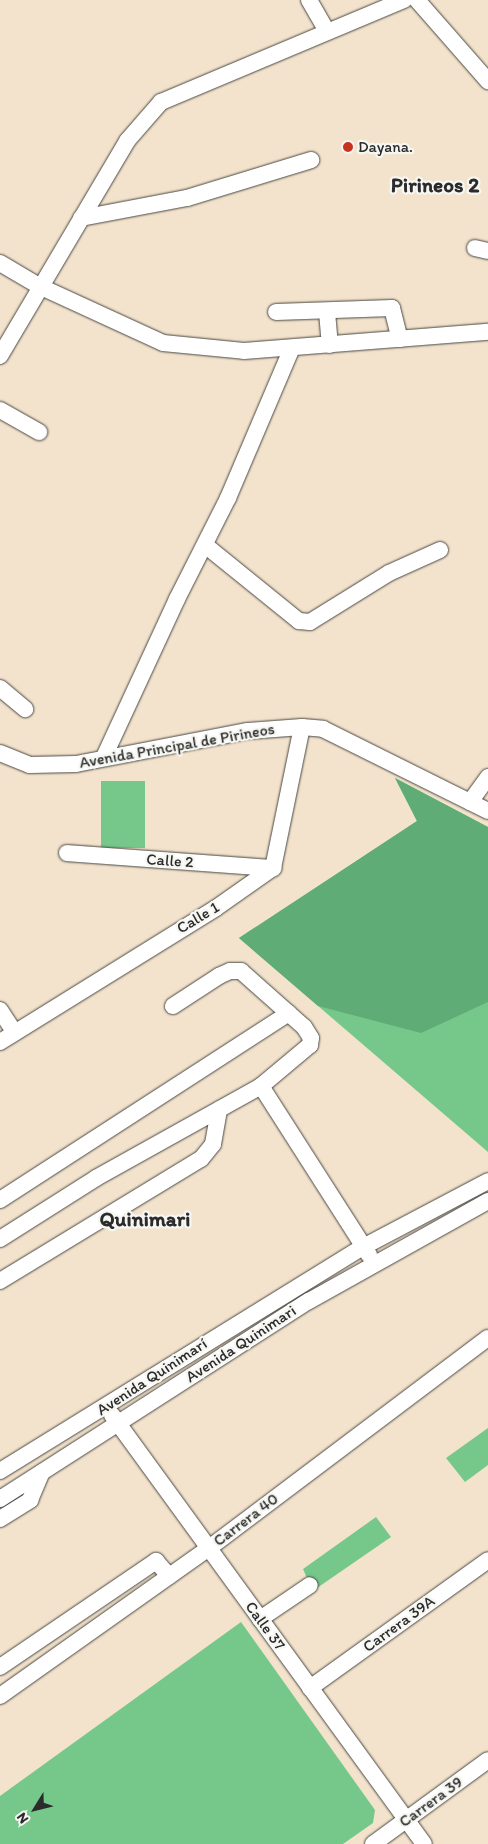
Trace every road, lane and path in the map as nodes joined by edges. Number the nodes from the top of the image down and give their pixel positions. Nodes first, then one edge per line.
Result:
1 (309, 0) edge
2 (417, 0) edge
3 (396, 1) edge
4 (327, 31) junction
5 (481, 63) edge
6 (488, 81) edge
7 (311, 160) dead end
8 (81, 218) junction
9 (0, 263) edge
10 (39, 286) junction
11 (276, 312) dead end
12 (327, 312) junction
13 (488, 332) edge
14 (400, 339) junction
15 (330, 345) junction
16 (292, 348) junction
17 (0, 356) edge
18 (0, 410) edge
19 (39, 432) dead end
20 (205, 546) junction
21 (440, 550) dead end
22 (0, 688) edge
23 (25, 709) dead end
24 (302, 727) junction
25 (0, 753) edge
26 (104, 757) junction
27 (488, 777) edge
28 (470, 802) junction
29 (488, 811) edge
30 (67, 853) dead end
31 (272, 868) junction
32 (173, 1006) dead end
33 (0, 1010) edge
34 (289, 1013) junction
35 (14, 1033) junction
36 (0, 1042) edge
37 (262, 1086) junction
38 (219, 1110) junction
39 (488, 1181) edge
40 (0, 1200) edge
41 (488, 1201) edge
42 (0, 1239) edge
43 (363, 1247) junction
44 (374, 1263) junction
45 (0, 1281) edge
46 (488, 1338) edge
47 (107, 1407) junction
48 (118, 1423) junction
49 (0, 1472) edge
50 (42, 1472) junction
51 (0, 1499) edge
52 (0, 1519) edge
53 (209, 1548) junction
54 (488, 1560) edge
55 (169, 1576) junction
56 (310, 1585) dead end
57 (260, 1619) junction
58 (0, 1667) edge
59 (310, 1688) junction
60 (0, 1696) edge
61 (488, 1760) edge
62 (407, 1821) junction
63 (373, 1844) edge
64 (424, 1844) edge

1 - 4 street
2 - 5 street
3 - 4 street
4 - 8 street
5 - 6 street
7 - 8 street
8 - 10 street
9 - 10 street
10 - 16 street
10 - 17 street
11 - 12 street
12 - 14 street
12 - 15 street
13 - 14 street
14 - 15 street
15 - 16 street
16 - 20 street
18 - 19 street
20 - 21 street
20 - 26 street
22 - 23 street
24 - 26 street, Avenida Principal de Pirineos
24 - 28 street, Avenida Principal de Pirineos
24 - 31 street
25 - 26 street, Avenida Principal de Pirineos
27 - 28 street
28 - 29 street, Avenida Principal de Pirineos
30 - 31 street, Calle 2
31 - 35 street, Calle 1
32 - 34 street
33 - 35 street
34 - 37 street
34 - 40 street
35 - 36 street, Calle 1
37 - 38 street
37 - 43 street
38 - 42 street
38 - 45 street
39 - 43 street, Avenida Quinimarí
41 - 44 street, Avenida Quinimari
43 - 44 street
43 - 47 street, Avenida Quinimarí
44 - 48 street, Avenida Quinimari
46 - 53 street, Carrera 40
47 - 48 street, Calle 37
47 - 49 street, Avenida Quinimarí
48 - 50 street, Avenida Quinimari
48 - 53 street, Calle 37
50 - 51 street, Avenida Quinimari
50 - 52 street
53 - 55 street, Carrera 40
53 - 57 street, Calle 37
54 - 59 street, Carrera 39A
55 - 58 street
55 - 60 street, Carrera 40
56 - 57 street
57 - 59 street, Calle 37
59 - 62 street, Calle 37
61 - 62 street, Carrera 39
62 - 63 street, Carrera 39
62 - 64 street, Calle 37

● **How to complete this task**
Transcribe the listing in full and omit the pictures.

● **Result below**
Trace every road, lane and path in the map as nodes joined by edges. Number the nodes from the top of the image down and give their pixel positions. Nodes first, then one edge per line.
Result:
1 (309, 0) edge
2 (417, 0) edge
3 (396, 1) edge
4 (327, 31) junction
5 (481, 63) edge
6 (488, 81) edge
7 (311, 160) dead end
8 (81, 218) junction
9 (0, 263) edge
10 (39, 286) junction
11 (276, 312) dead end
12 (327, 312) junction
13 (488, 332) edge
14 (400, 339) junction
15 (330, 345) junction
16 (292, 348) junction
17 (0, 356) edge
18 (0, 410) edge
19 (39, 432) dead end
20 (205, 546) junction
21 (440, 550) dead end
22 (0, 688) edge
23 (25, 709) dead end
24 (302, 727) junction
25 (0, 753) edge
26 (104, 757) junction
27 (488, 777) edge
28 (470, 802) junction
29 (488, 811) edge
30 (67, 853) dead end
31 (272, 868) junction
32 (173, 1006) dead end
33 (0, 1010) edge
34 (289, 1013) junction
35 (14, 1033) junction
36 (0, 1042) edge
37 (262, 1086) junction
38 (219, 1110) junction
39 (488, 1181) edge
40 (0, 1200) edge
41 (488, 1201) edge
42 (0, 1239) edge
43 (363, 1247) junction
44 (374, 1263) junction
45 (0, 1281) edge
46 (488, 1338) edge
47 (107, 1407) junction
48 (118, 1423) junction
49 (0, 1472) edge
50 (42, 1472) junction
51 (0, 1499) edge
52 (0, 1519) edge
53 (209, 1548) junction
54 (488, 1560) edge
55 (169, 1576) junction
56 (310, 1585) dead end
57 (260, 1619) junction
58 (0, 1667) edge
59 (310, 1688) junction
60 (0, 1696) edge
61 (488, 1760) edge
62 (407, 1821) junction
63 (373, 1844) edge
64 (424, 1844) edge

1 - 4 street
2 - 5 street
3 - 4 street
4 - 8 street
5 - 6 street
7 - 8 street
8 - 10 street
9 - 10 street
10 - 16 street
10 - 17 street
11 - 12 street
12 - 14 street
12 - 15 street
13 - 14 street
14 - 15 street
15 - 16 street
16 - 20 street
18 - 19 street
20 - 21 street
20 - 26 street
22 - 23 street
24 - 26 street, Avenida Principal de Pirineos
24 - 28 street, Avenida Principal de Pirineos
24 - 31 street
25 - 26 street, Avenida Principal de Pirineos
27 - 28 street
28 - 29 street, Avenida Principal de Pirineos
30 - 31 street, Calle 2
31 - 35 street, Calle 1
32 - 34 street
33 - 35 street
34 - 37 street
34 - 40 street
35 - 36 street, Calle 1
37 - 38 street
37 - 43 street
38 - 42 street
38 - 45 street
39 - 43 street, Avenida Quinimarí
41 - 44 street, Avenida Quinimari
43 - 44 street
43 - 47 street, Avenida Quinimarí
44 - 48 street, Avenida Quinimari
46 - 53 street, Carrera 40
47 - 48 street, Calle 37
47 - 49 street, Avenida Quinimarí
48 - 50 street, Avenida Quinimari
48 - 53 street, Calle 37
50 - 51 street, Avenida Quinimari
50 - 52 street
53 - 55 street, Carrera 40
53 - 57 street, Calle 37
54 - 59 street, Carrera 39A
55 - 58 street
55 - 60 street, Carrera 40
56 - 57 street
57 - 59 street, Calle 37
59 - 62 street, Calle 37
61 - 62 street, Carrera 39
62 - 63 street, Carrera 39
62 - 64 street, Calle 37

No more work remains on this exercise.